##### Records to use
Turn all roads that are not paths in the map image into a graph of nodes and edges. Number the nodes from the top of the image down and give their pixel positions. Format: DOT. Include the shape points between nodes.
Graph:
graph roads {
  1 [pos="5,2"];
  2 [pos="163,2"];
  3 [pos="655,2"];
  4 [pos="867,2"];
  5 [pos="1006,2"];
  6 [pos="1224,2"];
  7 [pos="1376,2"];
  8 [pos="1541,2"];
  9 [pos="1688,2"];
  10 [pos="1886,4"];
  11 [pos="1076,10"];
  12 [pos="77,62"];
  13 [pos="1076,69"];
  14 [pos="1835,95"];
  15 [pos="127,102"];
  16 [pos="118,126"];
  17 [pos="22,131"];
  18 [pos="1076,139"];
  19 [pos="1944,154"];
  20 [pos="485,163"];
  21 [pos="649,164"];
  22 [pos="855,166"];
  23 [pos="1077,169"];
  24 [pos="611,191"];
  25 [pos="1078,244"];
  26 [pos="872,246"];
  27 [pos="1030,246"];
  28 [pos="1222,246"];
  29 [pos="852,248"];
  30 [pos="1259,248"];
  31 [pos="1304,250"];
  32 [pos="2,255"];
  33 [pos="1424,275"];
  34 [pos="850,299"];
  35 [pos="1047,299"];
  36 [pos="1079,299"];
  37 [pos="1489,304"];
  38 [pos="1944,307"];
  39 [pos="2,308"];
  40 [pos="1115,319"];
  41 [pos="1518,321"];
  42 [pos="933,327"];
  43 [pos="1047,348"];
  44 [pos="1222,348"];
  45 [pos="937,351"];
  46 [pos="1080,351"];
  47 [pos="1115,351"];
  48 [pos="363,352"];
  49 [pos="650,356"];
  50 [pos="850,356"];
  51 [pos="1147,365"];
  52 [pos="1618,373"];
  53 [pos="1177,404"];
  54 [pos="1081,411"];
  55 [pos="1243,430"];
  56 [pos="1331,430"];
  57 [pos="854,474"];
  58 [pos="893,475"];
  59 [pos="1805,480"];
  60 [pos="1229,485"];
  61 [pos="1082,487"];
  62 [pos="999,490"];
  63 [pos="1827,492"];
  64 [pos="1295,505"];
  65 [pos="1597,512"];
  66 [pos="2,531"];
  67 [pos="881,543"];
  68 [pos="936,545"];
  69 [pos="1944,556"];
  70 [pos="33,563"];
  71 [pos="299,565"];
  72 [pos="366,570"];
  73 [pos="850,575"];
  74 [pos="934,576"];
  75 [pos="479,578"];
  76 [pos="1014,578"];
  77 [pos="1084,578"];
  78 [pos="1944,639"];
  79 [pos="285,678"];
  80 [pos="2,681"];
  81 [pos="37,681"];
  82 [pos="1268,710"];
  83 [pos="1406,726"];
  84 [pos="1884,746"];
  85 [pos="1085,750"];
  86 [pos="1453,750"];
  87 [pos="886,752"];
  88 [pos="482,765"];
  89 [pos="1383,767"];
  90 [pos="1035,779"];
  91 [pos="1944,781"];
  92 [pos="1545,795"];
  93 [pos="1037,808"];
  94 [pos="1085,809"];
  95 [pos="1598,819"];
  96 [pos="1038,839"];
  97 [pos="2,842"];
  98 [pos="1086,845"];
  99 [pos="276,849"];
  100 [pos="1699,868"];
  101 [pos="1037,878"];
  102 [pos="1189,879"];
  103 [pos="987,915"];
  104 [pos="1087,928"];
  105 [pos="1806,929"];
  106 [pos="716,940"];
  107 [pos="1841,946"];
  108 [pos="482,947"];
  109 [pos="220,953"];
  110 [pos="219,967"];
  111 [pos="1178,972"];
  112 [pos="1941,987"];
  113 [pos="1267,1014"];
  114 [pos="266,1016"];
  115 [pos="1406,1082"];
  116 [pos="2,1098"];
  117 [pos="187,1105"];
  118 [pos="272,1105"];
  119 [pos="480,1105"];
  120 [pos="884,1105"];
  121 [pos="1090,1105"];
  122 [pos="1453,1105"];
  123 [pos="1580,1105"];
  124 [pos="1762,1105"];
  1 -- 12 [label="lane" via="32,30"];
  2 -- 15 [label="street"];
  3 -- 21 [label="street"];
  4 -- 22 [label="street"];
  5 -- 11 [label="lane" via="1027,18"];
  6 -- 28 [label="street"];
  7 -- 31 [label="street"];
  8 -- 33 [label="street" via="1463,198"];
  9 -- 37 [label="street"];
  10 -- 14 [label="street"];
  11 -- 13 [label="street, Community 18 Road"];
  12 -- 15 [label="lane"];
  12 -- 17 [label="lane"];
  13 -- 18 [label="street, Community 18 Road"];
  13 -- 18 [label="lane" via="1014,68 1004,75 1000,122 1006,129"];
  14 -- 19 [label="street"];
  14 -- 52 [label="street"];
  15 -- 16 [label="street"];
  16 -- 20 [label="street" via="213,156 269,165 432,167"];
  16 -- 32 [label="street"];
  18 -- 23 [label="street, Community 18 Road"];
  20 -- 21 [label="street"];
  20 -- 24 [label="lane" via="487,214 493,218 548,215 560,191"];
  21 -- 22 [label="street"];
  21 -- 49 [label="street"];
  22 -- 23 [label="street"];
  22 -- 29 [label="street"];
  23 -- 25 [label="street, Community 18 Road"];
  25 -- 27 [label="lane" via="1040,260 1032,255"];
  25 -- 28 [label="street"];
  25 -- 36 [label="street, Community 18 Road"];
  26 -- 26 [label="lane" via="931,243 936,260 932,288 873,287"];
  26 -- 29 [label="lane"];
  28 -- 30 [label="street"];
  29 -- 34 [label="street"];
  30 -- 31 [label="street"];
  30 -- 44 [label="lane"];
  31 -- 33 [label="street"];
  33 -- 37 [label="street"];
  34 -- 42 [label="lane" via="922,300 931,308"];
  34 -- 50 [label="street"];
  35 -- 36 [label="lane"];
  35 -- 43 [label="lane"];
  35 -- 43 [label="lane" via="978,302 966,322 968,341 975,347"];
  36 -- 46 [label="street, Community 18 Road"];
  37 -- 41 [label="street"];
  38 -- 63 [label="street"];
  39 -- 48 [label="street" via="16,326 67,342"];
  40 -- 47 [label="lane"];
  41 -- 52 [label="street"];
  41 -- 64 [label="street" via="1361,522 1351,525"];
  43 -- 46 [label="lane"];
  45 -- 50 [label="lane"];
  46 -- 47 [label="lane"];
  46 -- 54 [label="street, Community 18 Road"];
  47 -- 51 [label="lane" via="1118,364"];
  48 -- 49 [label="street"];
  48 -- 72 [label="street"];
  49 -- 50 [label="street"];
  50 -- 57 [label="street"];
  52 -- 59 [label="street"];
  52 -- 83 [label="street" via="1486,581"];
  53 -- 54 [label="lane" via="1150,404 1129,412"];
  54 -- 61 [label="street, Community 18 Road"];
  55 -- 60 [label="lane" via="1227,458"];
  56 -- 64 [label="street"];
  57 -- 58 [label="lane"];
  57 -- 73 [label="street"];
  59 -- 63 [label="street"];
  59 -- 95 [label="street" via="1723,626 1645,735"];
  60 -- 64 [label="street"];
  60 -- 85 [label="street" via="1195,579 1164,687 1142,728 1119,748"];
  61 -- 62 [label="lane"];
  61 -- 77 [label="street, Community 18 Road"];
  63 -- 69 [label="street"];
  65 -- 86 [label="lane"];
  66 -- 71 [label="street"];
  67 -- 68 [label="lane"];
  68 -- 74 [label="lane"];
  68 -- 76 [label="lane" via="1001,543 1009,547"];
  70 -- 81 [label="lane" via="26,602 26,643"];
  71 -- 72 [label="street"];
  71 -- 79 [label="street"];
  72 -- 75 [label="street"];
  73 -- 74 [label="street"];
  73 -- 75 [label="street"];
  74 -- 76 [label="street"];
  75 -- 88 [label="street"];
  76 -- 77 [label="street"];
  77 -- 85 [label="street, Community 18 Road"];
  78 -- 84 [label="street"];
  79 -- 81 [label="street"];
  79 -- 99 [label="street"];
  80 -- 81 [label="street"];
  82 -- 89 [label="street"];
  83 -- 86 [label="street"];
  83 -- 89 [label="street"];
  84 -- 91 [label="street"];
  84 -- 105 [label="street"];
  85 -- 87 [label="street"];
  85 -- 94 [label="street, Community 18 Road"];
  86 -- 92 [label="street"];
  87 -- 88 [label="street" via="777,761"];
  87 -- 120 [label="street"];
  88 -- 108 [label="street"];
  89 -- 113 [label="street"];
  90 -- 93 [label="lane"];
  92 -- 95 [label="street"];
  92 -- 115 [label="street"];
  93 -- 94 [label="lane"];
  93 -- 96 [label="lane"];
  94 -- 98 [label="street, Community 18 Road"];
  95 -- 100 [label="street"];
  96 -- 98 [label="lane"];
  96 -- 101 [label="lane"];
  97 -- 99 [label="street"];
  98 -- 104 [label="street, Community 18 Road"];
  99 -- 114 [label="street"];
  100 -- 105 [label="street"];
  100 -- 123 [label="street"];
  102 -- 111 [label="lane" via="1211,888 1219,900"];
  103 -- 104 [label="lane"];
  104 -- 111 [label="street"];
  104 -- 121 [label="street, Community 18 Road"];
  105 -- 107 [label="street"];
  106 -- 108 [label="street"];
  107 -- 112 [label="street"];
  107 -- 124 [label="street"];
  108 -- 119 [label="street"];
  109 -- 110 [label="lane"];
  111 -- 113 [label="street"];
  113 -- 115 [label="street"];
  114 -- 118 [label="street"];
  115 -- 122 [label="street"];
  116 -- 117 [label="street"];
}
##########
» **Exercise description**
What lines above hold the word "roads"? Pull each one out.

» **Solution to this problem**
Turn all roads that are not paths in the map image into a graph of nodes and edges. Number the nodes from the top of the image down and give their pixel positions. Format: DOT. Include the shape points between nodes.
graph roads {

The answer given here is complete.